Exercise description → Line count for the string "formed" in the records below: report that figure and nothing else.

[Collected data]
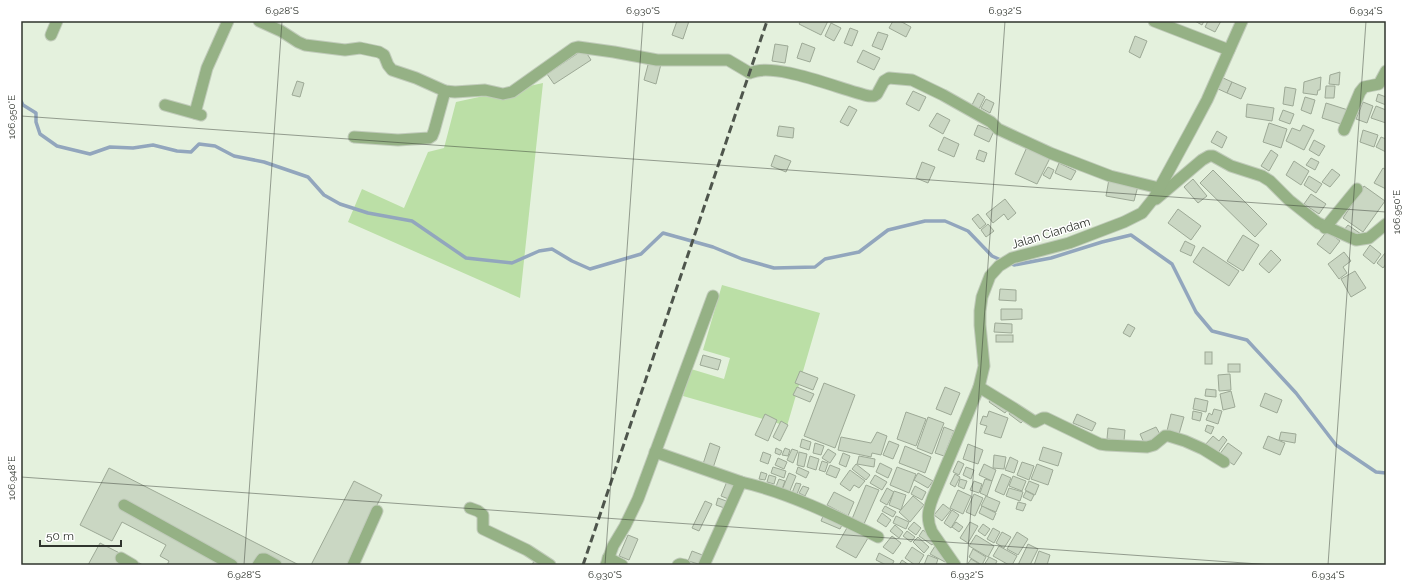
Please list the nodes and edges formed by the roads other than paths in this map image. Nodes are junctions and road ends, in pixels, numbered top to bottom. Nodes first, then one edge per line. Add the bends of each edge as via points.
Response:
1 (57, 21) edge
2 (228, 21) edge
3 (259, 21) edge
4 (1154, 21) edge
5 (1242, 21) edge
6 (51, 35) dead end
7 (1228, 50) junction
8 (1386, 71) edge
9 (445, 91) junction
10 (165, 105) dead end
11 (1344, 130) dead end
12 (354, 137) dead end
13 (1159, 188) junction
14 (1357, 189) dead end
15 (1146, 208) junction
16 (1386, 224) edge
17 (1325, 228) junction
18 (713, 296) dead end
19 (979, 387) junction
20 (655, 452) junction
21 (1224, 462) dead end
22 (741, 482) junction
23 (124, 505) dead end
24 (470, 508) dead end
25 (377, 511) dead end
26 (878, 537) dead end
27 (121, 558) dead end
28 (607, 562) edge
29 (133, 565) edge
30 (232, 565) edge
31 (258, 565) edge
32 (276, 565) edge
33 (353, 565) edge
34 (550, 565) edge
35 (622, 565) edge
36 (678, 565) edge
37 (685, 565) edge
38 (704, 565) edge
39 (955, 565) edge

1 - 6 street
2 - 10 street via 207,68 198,114
3 - 9 street via 305,45 345,50 360,48 379,52 384,55 392,70
4 - 7 street
5 - 7 street, Jalan Ciandam
7 - 13 street, Jalan Ciandam via 1207,100
8 - 11 street via 1379,84 1364,86
9 - 12 street via 434,131 429,138 398,140
9 - 13 street via 485,90 503,94 512,92 574,48 657,60 728,60 750,73 763,70 794,74 869,96 877,94 884,81 889,78 912,80 991,122 998,129 1050,153 1110,176
13 - 15 street, Jalan Ciandam
14 - 17 street
15 - 17 street via 1202,160 1213,156 1231,166 1266,178
15 - 19 street, Jalan Ciandam via 1134,218 1103,231 1069,243 1020,255 1002,264 990,276 981,303 980,325 984,366
16 - 17 street via 1369,238 1360,240
18 - 20 street
19 - 21 street via 1035,422 1046,418 1100,444 1147,447 1169,436 1203,449
19 - 39 street, Jalan Ciandam via 933,497 928,516 932,532
20 - 22 street
20 - 28 street via 638,499 616,539
22 - 26 street via 806,504
22 - 38 street
23 - 30 street
24 - 34 street via 482,515 483,528 527,550
25 - 33 street
27 - 29 street
28 - 35 street
31 - 32 street via 262,559
36 - 37 street

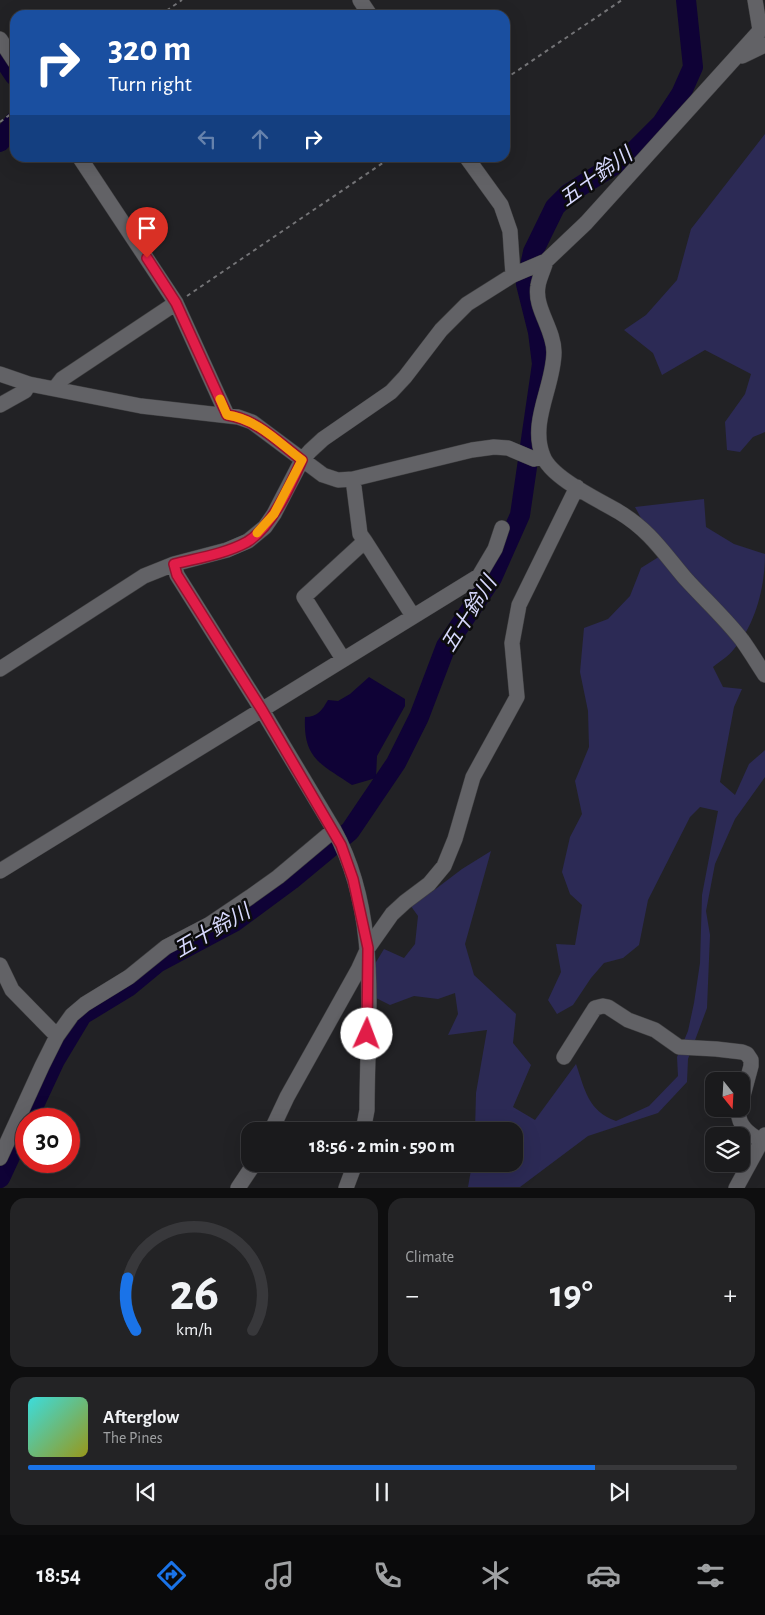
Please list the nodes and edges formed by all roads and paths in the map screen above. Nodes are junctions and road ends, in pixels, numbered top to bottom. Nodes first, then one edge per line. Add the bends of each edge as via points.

Result below → 2